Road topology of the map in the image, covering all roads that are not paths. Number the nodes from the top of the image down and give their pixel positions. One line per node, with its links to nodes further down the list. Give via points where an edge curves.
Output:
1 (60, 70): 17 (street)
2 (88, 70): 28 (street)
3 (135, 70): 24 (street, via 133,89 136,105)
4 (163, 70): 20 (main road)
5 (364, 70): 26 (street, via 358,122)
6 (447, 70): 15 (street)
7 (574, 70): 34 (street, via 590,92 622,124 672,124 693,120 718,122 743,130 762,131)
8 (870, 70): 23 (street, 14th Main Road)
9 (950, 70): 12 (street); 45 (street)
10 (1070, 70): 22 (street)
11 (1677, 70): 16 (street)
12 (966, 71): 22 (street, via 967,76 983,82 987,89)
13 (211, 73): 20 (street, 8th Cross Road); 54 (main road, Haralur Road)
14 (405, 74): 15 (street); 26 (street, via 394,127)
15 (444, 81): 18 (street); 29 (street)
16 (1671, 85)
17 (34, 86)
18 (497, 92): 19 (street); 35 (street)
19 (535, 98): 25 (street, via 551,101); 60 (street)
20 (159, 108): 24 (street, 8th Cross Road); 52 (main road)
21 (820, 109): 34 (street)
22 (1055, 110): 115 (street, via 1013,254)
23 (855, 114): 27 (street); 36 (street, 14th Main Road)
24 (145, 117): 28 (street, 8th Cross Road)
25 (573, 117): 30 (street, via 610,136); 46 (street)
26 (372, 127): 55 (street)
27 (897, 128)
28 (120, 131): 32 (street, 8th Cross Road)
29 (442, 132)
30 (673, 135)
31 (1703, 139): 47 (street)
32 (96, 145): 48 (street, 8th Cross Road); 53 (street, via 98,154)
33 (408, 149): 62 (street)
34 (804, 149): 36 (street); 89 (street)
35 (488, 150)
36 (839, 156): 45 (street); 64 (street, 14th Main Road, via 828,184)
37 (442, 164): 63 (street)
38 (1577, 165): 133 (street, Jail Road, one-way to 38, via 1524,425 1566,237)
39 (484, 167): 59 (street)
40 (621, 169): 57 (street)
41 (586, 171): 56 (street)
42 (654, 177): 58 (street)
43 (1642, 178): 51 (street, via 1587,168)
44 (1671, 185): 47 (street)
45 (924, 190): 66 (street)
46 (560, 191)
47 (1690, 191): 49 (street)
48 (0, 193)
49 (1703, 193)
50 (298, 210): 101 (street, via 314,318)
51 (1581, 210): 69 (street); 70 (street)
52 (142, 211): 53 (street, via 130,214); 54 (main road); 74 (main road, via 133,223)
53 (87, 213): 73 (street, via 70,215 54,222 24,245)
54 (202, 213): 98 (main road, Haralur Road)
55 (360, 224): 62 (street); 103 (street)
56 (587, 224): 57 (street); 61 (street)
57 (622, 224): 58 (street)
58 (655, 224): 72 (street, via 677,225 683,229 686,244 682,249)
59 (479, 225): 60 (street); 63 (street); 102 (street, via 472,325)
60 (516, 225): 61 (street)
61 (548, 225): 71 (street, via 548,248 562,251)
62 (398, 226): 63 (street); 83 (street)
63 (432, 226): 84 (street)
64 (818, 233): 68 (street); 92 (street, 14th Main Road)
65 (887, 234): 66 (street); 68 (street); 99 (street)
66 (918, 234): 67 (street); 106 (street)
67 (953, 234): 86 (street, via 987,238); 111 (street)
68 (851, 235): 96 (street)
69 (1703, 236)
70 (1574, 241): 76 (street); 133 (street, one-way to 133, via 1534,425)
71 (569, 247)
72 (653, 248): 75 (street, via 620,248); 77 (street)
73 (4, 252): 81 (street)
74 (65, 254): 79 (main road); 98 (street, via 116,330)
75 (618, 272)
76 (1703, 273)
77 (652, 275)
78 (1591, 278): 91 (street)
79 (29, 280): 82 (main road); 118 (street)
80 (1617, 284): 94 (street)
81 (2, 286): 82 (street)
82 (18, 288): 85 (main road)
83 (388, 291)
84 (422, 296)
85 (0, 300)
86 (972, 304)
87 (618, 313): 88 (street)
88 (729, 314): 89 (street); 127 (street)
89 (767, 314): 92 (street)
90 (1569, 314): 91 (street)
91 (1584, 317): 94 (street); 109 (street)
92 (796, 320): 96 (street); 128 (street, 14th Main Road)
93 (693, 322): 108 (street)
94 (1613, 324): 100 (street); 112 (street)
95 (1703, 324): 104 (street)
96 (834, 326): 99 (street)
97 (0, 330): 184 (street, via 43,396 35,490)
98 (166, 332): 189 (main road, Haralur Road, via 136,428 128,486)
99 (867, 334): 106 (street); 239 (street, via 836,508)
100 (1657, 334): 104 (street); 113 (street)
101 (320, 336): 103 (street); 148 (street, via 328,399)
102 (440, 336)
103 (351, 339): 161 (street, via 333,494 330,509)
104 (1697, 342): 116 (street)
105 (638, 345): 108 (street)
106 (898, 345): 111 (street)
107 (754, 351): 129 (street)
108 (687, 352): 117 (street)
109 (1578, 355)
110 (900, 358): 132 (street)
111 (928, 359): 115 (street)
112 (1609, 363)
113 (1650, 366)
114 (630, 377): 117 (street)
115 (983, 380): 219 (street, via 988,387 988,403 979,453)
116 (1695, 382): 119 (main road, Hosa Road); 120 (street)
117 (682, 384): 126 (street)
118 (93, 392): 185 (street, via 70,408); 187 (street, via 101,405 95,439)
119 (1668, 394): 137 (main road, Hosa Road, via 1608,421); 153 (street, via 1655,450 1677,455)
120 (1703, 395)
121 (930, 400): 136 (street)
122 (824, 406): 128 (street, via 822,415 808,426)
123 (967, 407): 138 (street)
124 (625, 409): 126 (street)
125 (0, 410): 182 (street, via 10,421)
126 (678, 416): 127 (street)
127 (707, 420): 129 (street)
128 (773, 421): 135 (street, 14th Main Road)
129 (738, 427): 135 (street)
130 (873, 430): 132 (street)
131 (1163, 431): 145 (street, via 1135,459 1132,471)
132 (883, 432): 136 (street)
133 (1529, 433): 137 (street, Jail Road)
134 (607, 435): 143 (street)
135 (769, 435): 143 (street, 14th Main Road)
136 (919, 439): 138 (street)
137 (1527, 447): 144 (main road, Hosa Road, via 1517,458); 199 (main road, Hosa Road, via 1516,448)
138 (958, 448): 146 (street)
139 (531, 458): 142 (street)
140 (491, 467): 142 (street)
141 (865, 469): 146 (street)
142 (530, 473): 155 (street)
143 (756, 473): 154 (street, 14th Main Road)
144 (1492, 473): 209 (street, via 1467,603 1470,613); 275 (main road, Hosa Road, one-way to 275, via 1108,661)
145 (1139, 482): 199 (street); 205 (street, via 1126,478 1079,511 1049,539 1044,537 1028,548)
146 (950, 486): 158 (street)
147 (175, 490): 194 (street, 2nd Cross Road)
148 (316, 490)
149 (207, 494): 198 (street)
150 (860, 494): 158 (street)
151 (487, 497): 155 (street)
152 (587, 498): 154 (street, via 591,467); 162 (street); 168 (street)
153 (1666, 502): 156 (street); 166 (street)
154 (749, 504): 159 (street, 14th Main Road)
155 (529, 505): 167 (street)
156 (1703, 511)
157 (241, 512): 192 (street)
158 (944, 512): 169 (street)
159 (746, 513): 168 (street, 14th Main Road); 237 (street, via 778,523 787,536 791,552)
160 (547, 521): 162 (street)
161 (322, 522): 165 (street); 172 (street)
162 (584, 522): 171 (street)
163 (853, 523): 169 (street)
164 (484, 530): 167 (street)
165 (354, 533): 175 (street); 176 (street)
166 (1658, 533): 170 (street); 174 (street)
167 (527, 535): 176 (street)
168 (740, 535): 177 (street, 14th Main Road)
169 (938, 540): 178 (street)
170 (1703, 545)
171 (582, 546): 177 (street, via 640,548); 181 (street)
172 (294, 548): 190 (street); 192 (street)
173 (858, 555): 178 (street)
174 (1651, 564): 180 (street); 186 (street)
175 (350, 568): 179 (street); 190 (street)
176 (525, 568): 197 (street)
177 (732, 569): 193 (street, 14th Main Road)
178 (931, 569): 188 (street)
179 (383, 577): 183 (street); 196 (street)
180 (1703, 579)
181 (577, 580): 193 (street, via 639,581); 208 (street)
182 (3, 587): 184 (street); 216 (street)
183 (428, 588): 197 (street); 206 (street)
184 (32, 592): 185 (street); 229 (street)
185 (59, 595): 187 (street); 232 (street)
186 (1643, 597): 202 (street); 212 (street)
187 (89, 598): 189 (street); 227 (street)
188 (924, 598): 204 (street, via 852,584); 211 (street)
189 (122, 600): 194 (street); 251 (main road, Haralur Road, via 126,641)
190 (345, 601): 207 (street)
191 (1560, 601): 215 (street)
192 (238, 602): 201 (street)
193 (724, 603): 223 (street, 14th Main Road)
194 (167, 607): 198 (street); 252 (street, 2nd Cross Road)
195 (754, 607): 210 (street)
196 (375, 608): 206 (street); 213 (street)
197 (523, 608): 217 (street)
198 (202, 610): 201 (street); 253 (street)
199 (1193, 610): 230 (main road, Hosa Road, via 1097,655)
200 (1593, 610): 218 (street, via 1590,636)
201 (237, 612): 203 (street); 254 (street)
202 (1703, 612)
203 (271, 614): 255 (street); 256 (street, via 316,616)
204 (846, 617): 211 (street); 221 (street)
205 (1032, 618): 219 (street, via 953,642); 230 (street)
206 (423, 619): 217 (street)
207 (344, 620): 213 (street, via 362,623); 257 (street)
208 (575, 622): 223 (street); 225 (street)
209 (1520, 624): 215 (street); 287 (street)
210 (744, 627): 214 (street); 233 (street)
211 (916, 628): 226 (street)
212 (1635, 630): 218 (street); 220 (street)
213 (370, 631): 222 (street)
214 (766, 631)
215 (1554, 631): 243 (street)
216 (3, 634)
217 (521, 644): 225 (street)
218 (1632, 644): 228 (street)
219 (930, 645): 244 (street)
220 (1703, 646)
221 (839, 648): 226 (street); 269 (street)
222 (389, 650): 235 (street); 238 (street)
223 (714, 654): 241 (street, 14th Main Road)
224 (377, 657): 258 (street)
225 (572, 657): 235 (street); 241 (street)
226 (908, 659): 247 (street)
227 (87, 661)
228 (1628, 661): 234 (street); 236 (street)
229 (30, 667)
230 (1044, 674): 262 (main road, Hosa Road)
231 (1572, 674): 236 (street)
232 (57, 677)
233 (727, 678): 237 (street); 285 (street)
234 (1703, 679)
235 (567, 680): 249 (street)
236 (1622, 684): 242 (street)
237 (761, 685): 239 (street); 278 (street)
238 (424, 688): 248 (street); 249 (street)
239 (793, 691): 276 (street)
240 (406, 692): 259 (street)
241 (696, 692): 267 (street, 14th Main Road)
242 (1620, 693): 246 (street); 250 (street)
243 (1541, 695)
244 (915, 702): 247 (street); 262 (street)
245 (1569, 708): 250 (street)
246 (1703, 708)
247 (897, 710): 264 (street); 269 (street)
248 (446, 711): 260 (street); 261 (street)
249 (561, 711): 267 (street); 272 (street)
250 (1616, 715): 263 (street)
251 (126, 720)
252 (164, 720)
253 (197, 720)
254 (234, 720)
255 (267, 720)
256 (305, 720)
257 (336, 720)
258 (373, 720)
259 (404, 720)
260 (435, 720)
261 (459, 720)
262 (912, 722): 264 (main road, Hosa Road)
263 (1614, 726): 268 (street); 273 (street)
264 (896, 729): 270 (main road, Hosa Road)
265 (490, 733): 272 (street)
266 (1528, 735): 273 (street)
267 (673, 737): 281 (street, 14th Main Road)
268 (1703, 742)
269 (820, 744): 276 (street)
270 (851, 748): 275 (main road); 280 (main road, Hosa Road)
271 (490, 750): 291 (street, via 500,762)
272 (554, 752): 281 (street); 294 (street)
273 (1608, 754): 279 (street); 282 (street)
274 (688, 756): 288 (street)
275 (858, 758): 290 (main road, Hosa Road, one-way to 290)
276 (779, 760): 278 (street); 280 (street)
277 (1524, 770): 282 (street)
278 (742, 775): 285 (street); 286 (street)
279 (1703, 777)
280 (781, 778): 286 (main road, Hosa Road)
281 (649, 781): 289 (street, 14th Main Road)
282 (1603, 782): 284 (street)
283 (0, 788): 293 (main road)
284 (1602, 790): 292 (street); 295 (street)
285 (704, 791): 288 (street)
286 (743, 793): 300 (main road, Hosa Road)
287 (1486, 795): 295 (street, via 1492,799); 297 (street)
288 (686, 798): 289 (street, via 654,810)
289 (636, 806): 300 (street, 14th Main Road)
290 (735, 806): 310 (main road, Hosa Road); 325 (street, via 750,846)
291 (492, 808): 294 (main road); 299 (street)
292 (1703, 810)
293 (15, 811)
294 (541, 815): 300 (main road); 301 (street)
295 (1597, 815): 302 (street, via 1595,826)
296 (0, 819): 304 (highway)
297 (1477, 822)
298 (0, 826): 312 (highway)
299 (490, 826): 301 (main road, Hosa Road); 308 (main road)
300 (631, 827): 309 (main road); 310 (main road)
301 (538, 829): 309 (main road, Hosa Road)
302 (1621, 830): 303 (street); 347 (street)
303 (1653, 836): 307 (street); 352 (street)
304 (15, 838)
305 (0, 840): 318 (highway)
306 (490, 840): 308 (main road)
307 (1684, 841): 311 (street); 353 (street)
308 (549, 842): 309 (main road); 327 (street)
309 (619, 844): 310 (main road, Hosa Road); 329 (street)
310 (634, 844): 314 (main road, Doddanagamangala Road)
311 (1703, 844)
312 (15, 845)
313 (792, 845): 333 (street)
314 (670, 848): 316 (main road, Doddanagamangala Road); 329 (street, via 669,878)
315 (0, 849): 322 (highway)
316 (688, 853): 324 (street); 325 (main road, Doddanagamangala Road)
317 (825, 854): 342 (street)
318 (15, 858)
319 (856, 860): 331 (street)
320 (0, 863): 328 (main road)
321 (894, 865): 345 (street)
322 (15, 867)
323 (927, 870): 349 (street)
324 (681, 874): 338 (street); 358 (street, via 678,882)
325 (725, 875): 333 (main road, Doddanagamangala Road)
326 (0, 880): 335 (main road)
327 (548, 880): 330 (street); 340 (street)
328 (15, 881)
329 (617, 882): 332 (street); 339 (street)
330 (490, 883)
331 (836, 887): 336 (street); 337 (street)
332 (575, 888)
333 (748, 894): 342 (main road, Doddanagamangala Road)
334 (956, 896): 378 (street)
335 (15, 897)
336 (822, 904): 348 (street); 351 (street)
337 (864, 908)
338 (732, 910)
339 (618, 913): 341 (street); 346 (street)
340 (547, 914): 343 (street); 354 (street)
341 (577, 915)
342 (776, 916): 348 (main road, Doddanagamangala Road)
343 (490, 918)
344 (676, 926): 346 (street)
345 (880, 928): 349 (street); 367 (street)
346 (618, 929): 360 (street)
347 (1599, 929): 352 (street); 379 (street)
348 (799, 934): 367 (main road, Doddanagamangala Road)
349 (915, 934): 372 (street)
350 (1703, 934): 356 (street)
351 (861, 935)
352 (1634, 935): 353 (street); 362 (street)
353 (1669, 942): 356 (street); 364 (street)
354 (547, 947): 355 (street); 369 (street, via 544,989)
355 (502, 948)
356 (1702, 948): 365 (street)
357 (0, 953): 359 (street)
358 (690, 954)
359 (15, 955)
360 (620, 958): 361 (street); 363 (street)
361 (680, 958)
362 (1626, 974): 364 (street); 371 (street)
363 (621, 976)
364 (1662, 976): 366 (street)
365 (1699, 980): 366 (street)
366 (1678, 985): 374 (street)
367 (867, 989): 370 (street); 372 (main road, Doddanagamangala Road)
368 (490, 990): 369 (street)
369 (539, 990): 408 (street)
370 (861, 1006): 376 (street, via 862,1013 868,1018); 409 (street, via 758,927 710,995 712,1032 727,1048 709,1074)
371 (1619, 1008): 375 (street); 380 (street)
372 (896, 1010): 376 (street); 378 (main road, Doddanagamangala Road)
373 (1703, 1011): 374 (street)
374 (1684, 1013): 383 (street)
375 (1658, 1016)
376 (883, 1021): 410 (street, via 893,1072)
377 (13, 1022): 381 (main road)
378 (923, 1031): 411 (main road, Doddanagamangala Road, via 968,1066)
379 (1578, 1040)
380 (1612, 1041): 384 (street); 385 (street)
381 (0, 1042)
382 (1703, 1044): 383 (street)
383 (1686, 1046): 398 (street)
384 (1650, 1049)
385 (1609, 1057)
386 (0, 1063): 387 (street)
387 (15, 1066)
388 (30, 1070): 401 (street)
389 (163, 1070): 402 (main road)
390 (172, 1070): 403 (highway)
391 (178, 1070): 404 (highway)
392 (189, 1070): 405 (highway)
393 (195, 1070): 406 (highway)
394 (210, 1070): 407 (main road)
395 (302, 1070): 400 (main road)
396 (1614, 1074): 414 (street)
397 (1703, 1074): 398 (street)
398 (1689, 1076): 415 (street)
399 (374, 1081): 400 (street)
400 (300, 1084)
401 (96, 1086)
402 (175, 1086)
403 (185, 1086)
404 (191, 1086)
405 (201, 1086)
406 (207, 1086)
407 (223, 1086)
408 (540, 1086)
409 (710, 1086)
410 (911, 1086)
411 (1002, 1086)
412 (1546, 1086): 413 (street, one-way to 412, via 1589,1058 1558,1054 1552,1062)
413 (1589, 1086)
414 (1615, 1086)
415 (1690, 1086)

» **Exercise requirements**: Say how many lines in the records hold the string "Cross", please, and add no other words.

» **Written solution**: 7